In a swift response to student demands, UC Berkeley officials on Wednesday offered an alternative for students who refused to attend a required class taught by an architecture professor recently found to have sexually harassed a student.
The striking move came a day after dozens of graduate students staged a protest on campus to condemn a UC policy that prevents administrators from notifying students about inquiries into faculty misconduct if those students are not involved in the investigation.
Many of the protesters are taking a required class from the professor in the department of city and regional planning or have him as an adviser. The last lecture of the semester in that class is Thursday, with the final exam on Dec. 1.
"We have heard your concerns," department Chair Teresa Caldeira wrote in an email Wednesday to students. "We have decided to set up an alternative section for the course. This alternative section will have another instructor of record who will see the semester through to completion."
Students can also choose to stay in the section taught by Nezar AlSayyad, an internationally recognized scholar who teaches in the architecture department and the city and regional planning department.
A source connected to the College of Environmental Design, which houses AlSayyad's departments, said he has been given no courses to teach this spring.
Campus officials have declined to comment on AlSayyad, who is the fourth high-profile employee in less than two years found by the university to have sexually harassed a student or colleague.
Although campus officials are limited in what they can say about pending investigations, they can take action — including restricting a professor's interaction with students — if they believe the allegations represent a safety threat to students, said UC Berkeley spokesman Dan Mogulof.
"The law is clear about what is required of us to protect the interest and safety of students," Mogulof said. "But when it comes to broader communications, this is an extraordinarily complicated issue, given our adherence as a country to due process and innocent until proven guilty."
An independent investigator hired by UC Berkeley concluded in October that AlSayyad, 61, had spent months ingratiating himself with graduate student Eva Hagberg Fisher before placing his hand on her upper thigh in 2013, proposing they become "close friends" and suggesting that they go to Las Vegas.
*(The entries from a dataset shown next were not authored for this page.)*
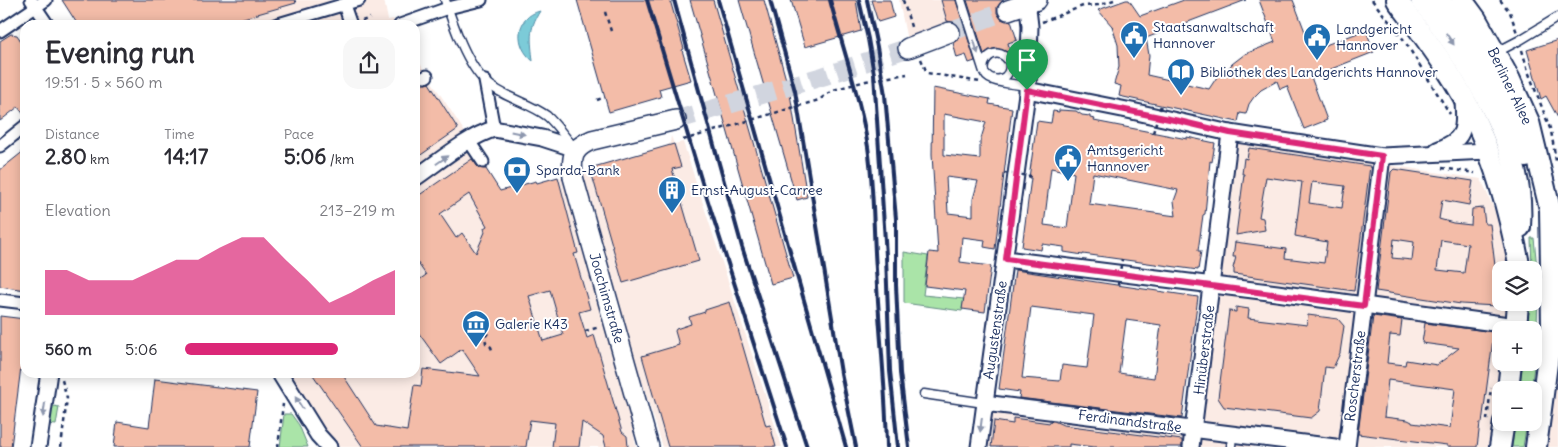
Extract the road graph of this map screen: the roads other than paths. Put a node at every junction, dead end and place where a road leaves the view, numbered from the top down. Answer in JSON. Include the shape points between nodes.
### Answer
{"nodes":[{"id":1,"x":360,"y":0,"type":"edge"},
{"id":2,"x":481,"y":0,"type":"edge"},
{"id":3,"x":961,"y":0,"type":"edge"},
{"id":4,"x":1440,"y":0,"type":"edge"},
{"id":5,"x":1462,"y":0,"type":"edge"},
{"id":6,"x":1031,"y":1,"type":"edge"},
{"id":7,"x":38,"y":3,"type":"edge"},
{"id":8,"x":1394,"y":3,"type":"edge"},
{"id":9,"x":447,"y":4,"type":"edge"},
{"id":10,"x":344,"y":5,"type":"junction"},
{"id":11,"x":1417,"y":8,"type":"edge"},
{"id":12,"x":1008,"y":10,"type":"tunnel mouth"},
{"id":13,"x":1558,"y":17,"type":"edge"},
{"id":14,"x":46,"y":20,"type":"edge"},
{"id":15,"x":292,"y":20,"type":"edge"},
{"id":16,"x":349,"y":20,"type":"edge"},
{"id":17,"x":411,"y":20,"type":"edge"},
{"id":18,"x":0,"y":31,"type":"edge"},
{"id":19,"x":950,"y":32,"type":"tunnel mouth"},
{"id":20,"x":912,"y":46,"type":"tunnel mouth"},
{"id":21,"x":1494,"y":53,"type":"junction"},
{"id":22,"x":485,"y":81,"type":"junction"},
{"id":23,"x":1027,"y":88,"type":"junction"},
{"id":24,"x":1463,"y":98,"type":"junction"},
{"id":25,"x":676,"y":120,"type":"tunnel mouth"},
{"id":26,"x":494,"y":129,"type":"junction"},
{"id":27,"x":17,"y":131,"type":"edge"},
{"id":28,"x":1230,"y":133,"type":"junction"},
{"id":29,"x":470,"y":141,"type":"junction"},
{"id":30,"x":0,"y":146,"type":"edge"},
{"id":31,"x":576,"y":149,"type":"junction"},
{"id":32,"x":1488,"y":151,"type":"junction"},
{"id":33,"x":1428,"y":154,"type":"junction"},
{"id":34,"x":1382,"y":156,"type":"junction"},
{"id":35,"x":483,"y":162,"type":"dead end"},
{"id":36,"x":1524,"y":173,"type":"junction"},
{"id":37,"x":420,"y":175,"type":"edge"},
{"id":38,"x":1006,"y":259,"type":"junction"},
{"id":39,"x":1518,"y":261,"type":"edge"},
{"id":40,"x":1520,"y":261,"type":"edge"},
{"id":41,"x":1550,"y":278,"type":"junction"},
{"id":42,"x":1211,"y":285,"type":"junction"},
{"id":43,"x":0,"y":300,"type":"edge"},
{"id":44,"x":20,"y":302,"type":"edge"},
{"id":45,"x":1364,"y":306,"type":"junction"},
{"id":46,"x":1492,"y":325,"type":"edge"},
{"id":47,"x":1555,"y":326,"type":"edge"},
{"id":48,"x":48,"y":378,"type":"edge"},
{"id":49,"x":282,"y":378,"type":"edge"},
{"id":50,"x":924,"y":394,"type":"dead end"},
{"id":51,"x":984,"y":404,"type":"junction"},
{"id":52,"x":1194,"y":429,"type":"junction"},
{"id":53,"x":1503,"y":431,"type":"edge"},
{"id":54,"x":319,"y":441,"type":"edge"},
{"id":55,"x":1232,"y":441,"type":"edge"},
{"id":56,"x":38,"y":447,"type":"edge"},
{"id":57,"x":328,"y":447,"type":"edge"},
{"id":58,"x":649,"y":447,"type":"edge"},
{"id":59,"x":979,"y":447,"type":"edge"},
{"id":60,"x":1192,"y":447,"type":"edge"},
{"id":61,"x":1334,"y":447,"type":"edge"},
{"id":62,"x":1347,"y":447,"type":"edge"},
{"id":63,"x":1500,"y":447,"type":"edge"},
{"id":64,"x":1536,"y":447,"type":"edge"}],
"edges":[{"from":1,"to":10,"type":"street"},
{"from":2,"to":9,"type":"street"},
{"from":3,"to":23,"type":"lane","one_way":true,"via":[[984,72],[993,80],[1005,78],[1010,63],[1001,54],[988,56],[984,72],[988,77],[993,80]]},
{"from":4,"to":36,"type":"main road","via":[[1494,83],[1521,140]]},
{"from":5,"to":21,"type":"main road","name":"Berliner Allee"},
{"from":6,"to":12,"type":"street"},
{"from":6,"to":23,"type":"street","name":"Augustenstraße"},
{"from":7,"to":14,"type":"street"},
{"from":7,"to":18,"type":"street"},
{"from":8,"to":11,"type":"main road"},
{"from":9,"to":17,"type":"street"},
{"from":9,"to":22,"type":"lane","via":[[474,67]]},
{"from":10,"to":15,"type":"street"},
{"from":10,"to":16,"type":"street"},
{"from":11,"to":24,"type":"main road"},
{"from":11,"to":36,"type":"main road","one_way":true,"via":[[1468,65]]},
{"from":13,"to":21,"type":"lane"},
{"from":19,"to":20,"type":"street"},
{"from":21,"to":41,"type":"main road","name":"Berliner Allee","via":[[1530,122],[1550,209]]},
{"from":22,"to":26,"type":"street"},
{"from":22,"to":31,"type":"lane","via":[[547,117]]},
{"from":23,"to":28,"type":"street"},
{"from":23,"to":38,"type":"street","name":"Augustenstraße"},
{"from":24,"to":32,"type":"main road"},
{"from":24,"to":33,"type":"street","via":[[1464,120],[1459,137],[1450,146]]},
{"from":25,"to":31,"type":"street","via":[[592,140]]},
{"from":26,"to":29,"type":"street"},
{"from":26,"to":31,"type":"street","one_way":true,"via":[[542,138]]},
{"from":27,"to":30,"type":"street"},
{"from":28,"to":34,"type":"street"},
{"from":28,"to":42,"type":"street","name":"Hinüberstraße"},
{"from":29,"to":35,"type":"street"},
{"from":37,"to":29,"type":"street","one_way":true},
{"from":31,"to":58,"type":"street","name":"Joachimstraße","via":[[574,176]]},
{"from":32,"to":33,"type":"street"},
{"from":32,"to":39,"type":"main road","via":[[1505,200]]},
{"from":33,"to":34,"type":"street"},
{"from":34,"to":45,"type":"street","name":"Roscherstraße"},
{"from":36,"to":40,"type":"main road"},
{"from":36,"to":41,"type":"main road"},
{"from":38,"to":42,"type":"street"},
{"from":38,"to":51,"type":"street","name":"Augustenstraße"},
{"from":41,"to":47,"type":"main road","name":"Berliner Allee"},
{"from":42,"to":45,"type":"street"},
{"from":42,"to":52,"type":"street","name":"Hinüberstraße"},
{"from":43,"to":44,"type":"street"},
{"from":45,"to":46,"type":"street"},
{"from":45,"to":62,"type":"street","name":"Roscherstraße"},
{"from":47,"to":64,"type":"main road","name":"Berliner Allee"},
{"from":48,"to":56,"type":"street","one_way":true},
{"from":54,"to":49,"type":"street","one_way":true},
{"from":50,"to":51,"type":"lane"},
{"from":51,"to":52,"type":"street","name":"Ferdinandstraße"},
{"from":51,"to":59,"type":"street","name":"Augustenstraße","one_way":true},
{"from":52,"to":55,"type":"street","name":"Ferdinandstraße"},
{"from":52,"to":60,"type":"street","name":"Hinüberstraße"},
{"from":53,"to":63,"type":"main road"},
{"from":54,"to":57,"type":"street"},
{"from":55,"to":61,"type":"street","name":"Ferdinandstraße"}]}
The investigator said the evidence showed that AlSayyad appeared to "'groom' Ms. Fisher for the possibility of becoming a romantic or sexual partner."
The professor's name is redacted from the report, but Hagberg Fisher, 34, confirmed that AlSayyad is its subject.
The Chronicle also spoke with two former faculty members who said that another student alleged more than 20 years ago that she and AlSayyad had sex and that she felt taken advantage of. Her complaint was never investigated, and the former student declined to comment. Another student accused AlSayyad this spring of nonsexual misconduct, and an investigation is pending.
AlSayyad has vigorously denied wrongdoing in all cases. His spokesman, Larry Kamer, said that UC Berkeley's decision about AlSayyad's teaching is "preemptive" and "violates his due-process rights."
The report on Hagberg Fisher's case recommends that campus investigators begin the process of deciding whether AlSayyad violated the Faculty Code of Conduct, which could lead to tenure revocation. That outcome has happened only twice at UC Berkeley in 25 years.
If faculty investigators make that determination in AlSayyad's case, he would probably be referred to the Privilege and Tenure Committee of the Academic Senate on campus, which could recommend a range of sanctions, including a pay cut, loss of privileges or firing through tenure revocation.
"Professor AlSayyad awaits the start of the Privilege and Tenure Committee process that he believes will allow him to defend himself more effectively than he has been permitted to do thus far," Kamer said.
Brooke Staton, a master's student in AlSayyad's required course who is opting for the alternative, said students are pleased by the department's response. But, she said, they are still planning a protest on Thursday.
"The university policy that allows professors to continue teaching and advising while they are under investigation for sexual harassment is what needs to change," she said.